Because it's ironically true that for North Americans, South America -- its culture and politics, its history and geography -- remains more foreign to us than Europe or Asia, any contemporary fiction set on our neighbouring continent arrives like a welcome stranger, bearing news that seems at once eerily proximate and strangely distant.
In part, that's why so much Latin American fiction, from Isabel Allende to Gabriel García Márquez, reads to us as fantastical and fabular.
This is the case with Avi Silberstein's first novel, set in his native Chile during the notorious Pinochet years. Silberstein's admirable ambition is to depict the climate of a culture under dictatorship, and to reveal the widespread effects of repression and the usually subtle threat (but sometimes sudden and overt reality) of arrest and torture, disappearance and death.
Silberstein's plot is deceptively simple, originating quietly, almost comically, in a little casting agency in Santiago that helps its clients by staging contrived "manipulations." Javier, the owner and protagonist (and the novel's narrator), stages little melodramas that help men and women fulfil their small personal ambitions. Such is the case in the novel's opening chapters, wherein Javier contrives a scene in which a young woman is able to meet, as if by mere chance, a man she finds irresistibly attractive.
But from these droll beginnings, the novel's larger aims quickly develop. Javier, a loner, begins a promising relationship with Elena, who has recently separated from her husband and whose young son has been spirited away to an allegedly idyllic colony outside Santiago. When Elena tells Javier that she longs for the return of her son, the wider plot at the centre of the novel opens out.

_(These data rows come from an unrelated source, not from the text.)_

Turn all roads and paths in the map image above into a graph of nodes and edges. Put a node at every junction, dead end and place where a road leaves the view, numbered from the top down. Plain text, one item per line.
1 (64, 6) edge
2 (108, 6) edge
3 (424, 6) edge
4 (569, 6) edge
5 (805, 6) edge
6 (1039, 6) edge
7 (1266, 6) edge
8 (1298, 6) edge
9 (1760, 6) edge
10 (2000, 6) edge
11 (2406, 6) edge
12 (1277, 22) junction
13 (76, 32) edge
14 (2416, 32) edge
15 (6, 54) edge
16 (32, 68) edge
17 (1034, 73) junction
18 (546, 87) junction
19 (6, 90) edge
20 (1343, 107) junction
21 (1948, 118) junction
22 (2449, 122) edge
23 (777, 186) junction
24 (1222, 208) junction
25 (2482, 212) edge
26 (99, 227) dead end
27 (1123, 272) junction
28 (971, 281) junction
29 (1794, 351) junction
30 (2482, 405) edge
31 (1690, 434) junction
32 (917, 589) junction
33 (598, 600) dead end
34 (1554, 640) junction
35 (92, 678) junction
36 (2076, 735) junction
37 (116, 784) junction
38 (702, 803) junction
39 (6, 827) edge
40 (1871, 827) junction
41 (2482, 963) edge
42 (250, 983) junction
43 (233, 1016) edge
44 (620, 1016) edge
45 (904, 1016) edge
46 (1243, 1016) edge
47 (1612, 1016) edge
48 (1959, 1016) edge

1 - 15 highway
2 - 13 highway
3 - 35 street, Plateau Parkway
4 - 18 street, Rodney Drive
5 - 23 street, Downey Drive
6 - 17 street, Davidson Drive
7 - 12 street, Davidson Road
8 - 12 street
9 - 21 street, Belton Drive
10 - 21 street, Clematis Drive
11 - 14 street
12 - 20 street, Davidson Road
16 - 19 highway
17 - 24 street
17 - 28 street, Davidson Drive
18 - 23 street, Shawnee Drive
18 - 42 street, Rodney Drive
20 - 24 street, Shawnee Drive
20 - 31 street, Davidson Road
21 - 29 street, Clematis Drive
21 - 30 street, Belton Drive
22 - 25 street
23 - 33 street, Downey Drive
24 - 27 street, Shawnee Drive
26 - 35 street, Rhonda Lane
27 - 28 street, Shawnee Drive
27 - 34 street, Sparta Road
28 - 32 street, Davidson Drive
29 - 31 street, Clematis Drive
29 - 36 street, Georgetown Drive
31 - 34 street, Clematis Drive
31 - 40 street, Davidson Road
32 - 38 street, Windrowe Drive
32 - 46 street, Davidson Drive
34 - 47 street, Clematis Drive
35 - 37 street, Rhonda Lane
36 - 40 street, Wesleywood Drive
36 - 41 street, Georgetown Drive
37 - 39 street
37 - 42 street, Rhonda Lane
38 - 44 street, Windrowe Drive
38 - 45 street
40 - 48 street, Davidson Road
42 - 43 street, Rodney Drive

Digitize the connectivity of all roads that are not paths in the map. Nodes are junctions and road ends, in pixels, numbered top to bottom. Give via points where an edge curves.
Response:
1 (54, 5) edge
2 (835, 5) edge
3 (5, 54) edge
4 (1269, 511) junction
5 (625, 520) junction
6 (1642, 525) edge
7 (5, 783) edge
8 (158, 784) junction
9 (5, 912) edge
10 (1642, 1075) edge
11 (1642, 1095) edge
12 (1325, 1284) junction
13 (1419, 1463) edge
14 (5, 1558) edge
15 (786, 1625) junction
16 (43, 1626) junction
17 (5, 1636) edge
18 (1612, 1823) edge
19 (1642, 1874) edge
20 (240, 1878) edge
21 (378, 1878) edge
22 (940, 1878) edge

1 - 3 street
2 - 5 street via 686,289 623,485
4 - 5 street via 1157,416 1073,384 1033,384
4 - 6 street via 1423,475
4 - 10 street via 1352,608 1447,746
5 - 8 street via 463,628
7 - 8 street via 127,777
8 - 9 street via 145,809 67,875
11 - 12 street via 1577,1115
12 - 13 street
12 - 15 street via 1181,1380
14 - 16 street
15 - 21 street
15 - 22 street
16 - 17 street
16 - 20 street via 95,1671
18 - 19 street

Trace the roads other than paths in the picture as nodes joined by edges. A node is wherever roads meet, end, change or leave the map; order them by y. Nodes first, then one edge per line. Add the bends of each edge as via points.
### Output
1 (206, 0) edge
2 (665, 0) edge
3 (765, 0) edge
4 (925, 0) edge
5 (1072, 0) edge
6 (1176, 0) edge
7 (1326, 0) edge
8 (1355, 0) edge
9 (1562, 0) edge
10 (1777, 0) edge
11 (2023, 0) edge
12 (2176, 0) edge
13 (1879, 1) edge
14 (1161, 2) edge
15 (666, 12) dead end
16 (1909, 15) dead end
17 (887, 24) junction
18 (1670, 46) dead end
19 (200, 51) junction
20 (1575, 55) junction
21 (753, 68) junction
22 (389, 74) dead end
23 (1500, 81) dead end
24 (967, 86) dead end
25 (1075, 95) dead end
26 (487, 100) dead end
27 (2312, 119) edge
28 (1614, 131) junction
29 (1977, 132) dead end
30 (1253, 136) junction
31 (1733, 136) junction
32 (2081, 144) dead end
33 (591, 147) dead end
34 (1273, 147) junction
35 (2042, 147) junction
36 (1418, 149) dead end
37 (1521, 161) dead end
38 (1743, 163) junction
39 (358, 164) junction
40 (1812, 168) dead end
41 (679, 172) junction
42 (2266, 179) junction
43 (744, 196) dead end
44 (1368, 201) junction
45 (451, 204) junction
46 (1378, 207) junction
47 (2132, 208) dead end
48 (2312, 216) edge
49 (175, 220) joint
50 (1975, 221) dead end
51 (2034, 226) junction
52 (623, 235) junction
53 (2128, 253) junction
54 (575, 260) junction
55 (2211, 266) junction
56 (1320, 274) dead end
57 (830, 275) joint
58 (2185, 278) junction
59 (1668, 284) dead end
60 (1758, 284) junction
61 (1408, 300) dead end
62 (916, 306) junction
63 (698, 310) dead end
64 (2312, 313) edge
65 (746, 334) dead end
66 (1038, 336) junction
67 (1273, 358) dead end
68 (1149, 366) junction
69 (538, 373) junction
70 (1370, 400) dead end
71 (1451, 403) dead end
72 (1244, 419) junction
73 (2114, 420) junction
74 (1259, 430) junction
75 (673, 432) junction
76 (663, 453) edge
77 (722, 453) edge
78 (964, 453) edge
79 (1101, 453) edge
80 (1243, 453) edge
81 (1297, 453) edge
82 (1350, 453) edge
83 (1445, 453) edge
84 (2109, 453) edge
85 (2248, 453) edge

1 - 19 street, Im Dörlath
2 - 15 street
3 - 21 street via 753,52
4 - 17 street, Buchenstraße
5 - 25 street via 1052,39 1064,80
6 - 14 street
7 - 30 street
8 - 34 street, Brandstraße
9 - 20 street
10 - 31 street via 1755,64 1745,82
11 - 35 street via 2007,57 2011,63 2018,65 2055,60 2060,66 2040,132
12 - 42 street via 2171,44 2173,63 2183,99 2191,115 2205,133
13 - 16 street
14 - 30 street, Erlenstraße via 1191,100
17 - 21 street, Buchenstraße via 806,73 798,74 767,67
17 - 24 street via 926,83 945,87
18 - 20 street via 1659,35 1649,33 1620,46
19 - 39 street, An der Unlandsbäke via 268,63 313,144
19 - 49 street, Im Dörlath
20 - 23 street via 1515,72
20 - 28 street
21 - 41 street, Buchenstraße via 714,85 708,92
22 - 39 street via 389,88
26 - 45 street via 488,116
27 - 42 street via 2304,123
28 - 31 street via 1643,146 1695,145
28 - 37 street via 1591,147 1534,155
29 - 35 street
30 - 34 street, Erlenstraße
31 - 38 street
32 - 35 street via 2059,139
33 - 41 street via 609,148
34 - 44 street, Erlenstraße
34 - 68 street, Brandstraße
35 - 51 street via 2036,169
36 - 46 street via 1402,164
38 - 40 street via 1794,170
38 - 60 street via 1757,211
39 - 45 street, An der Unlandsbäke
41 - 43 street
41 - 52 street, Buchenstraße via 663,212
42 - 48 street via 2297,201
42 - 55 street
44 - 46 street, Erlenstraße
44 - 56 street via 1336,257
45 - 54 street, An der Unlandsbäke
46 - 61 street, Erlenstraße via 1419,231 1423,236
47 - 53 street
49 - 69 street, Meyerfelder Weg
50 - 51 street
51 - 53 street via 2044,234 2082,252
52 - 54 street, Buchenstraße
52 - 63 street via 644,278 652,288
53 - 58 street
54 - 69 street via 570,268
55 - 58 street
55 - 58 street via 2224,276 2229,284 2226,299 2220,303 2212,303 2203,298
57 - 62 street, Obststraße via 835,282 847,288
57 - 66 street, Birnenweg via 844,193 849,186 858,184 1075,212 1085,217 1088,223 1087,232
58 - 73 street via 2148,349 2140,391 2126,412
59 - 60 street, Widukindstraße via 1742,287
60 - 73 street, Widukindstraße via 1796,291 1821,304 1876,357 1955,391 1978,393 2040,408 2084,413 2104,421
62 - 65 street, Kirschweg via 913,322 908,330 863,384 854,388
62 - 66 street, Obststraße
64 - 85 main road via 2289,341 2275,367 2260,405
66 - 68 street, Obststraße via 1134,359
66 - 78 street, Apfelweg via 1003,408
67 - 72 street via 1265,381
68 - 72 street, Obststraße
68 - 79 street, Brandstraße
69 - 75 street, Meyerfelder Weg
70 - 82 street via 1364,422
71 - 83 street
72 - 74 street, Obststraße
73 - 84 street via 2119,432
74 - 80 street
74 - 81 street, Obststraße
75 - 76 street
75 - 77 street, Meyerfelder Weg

The "colony" is in fact modelled closely on the real Colonia Dignidad, established by the historical figure Paul Schaeffer, a German pseudo-evangelist with a shady background who landed in Santiago in 1961 and established Colonia Dignidad as a utopian experiment.
In reality, Schaeffer used the colony to abet Pinochet's regime; investigators later discovered opposition figures were spirited to the colony, tortured there, and executed.
Silberstein recreates in detail the daily life of the colony as well as the figure of the charismatic and tyrannical Schaeffer, down to his glass eye, his pedophilia and his spellbinding oratory.
Now the small-scale "manipulations" of Javier's Santiago agency are twice juxtaposed. The first juxtaposition is against the much larger-scale deceptions of Schaeffer's false utopia, with its oppressive regime -- the colonists live regimented and brutalized lives under his and his guards' watchful gaze. The second juxtaposition, meanwhile, is the careful manipulation Javier devises to rescue Claudio, Elena's son, from the colony.
It becomes apparent that Javier's skills as an actor and director, a "manipulator," can be read as individual psychological adaptations to the more widespread and pervasive conditions of life in contemporary Chile under the dictatorship -- just as Schaeffer's false utopia masks his and Pinochet's more sinister political purposes. Nothing is what it seems.
It's therefore only fitting that when Javier orchestrates his and Claudio's escape back to Santiago through the contrivance of a play staged to glorify Schaeffer's "heroic" autobiography, he arrives triumphantly at Elena's apartment only to discover that her husband has returned during Javier's absence in the colony.
Silberstein's skill in weaving together Javier's small-scale manipulations with larger national deceptions is beguiling and engaging. The full and careful depiction of Schaeffer and his colony begins to seem a carefully polished mirror reflecting the larger culture's self-deceptions under Pinochet.
The cumulative result of this carefully crafted fiction might well be to invite its North American readers to reflect more closely on our nearby neighbours.
Canadian literature scholar Neil Besner is provost and vice-president, academic and international at the University of Winnipeg.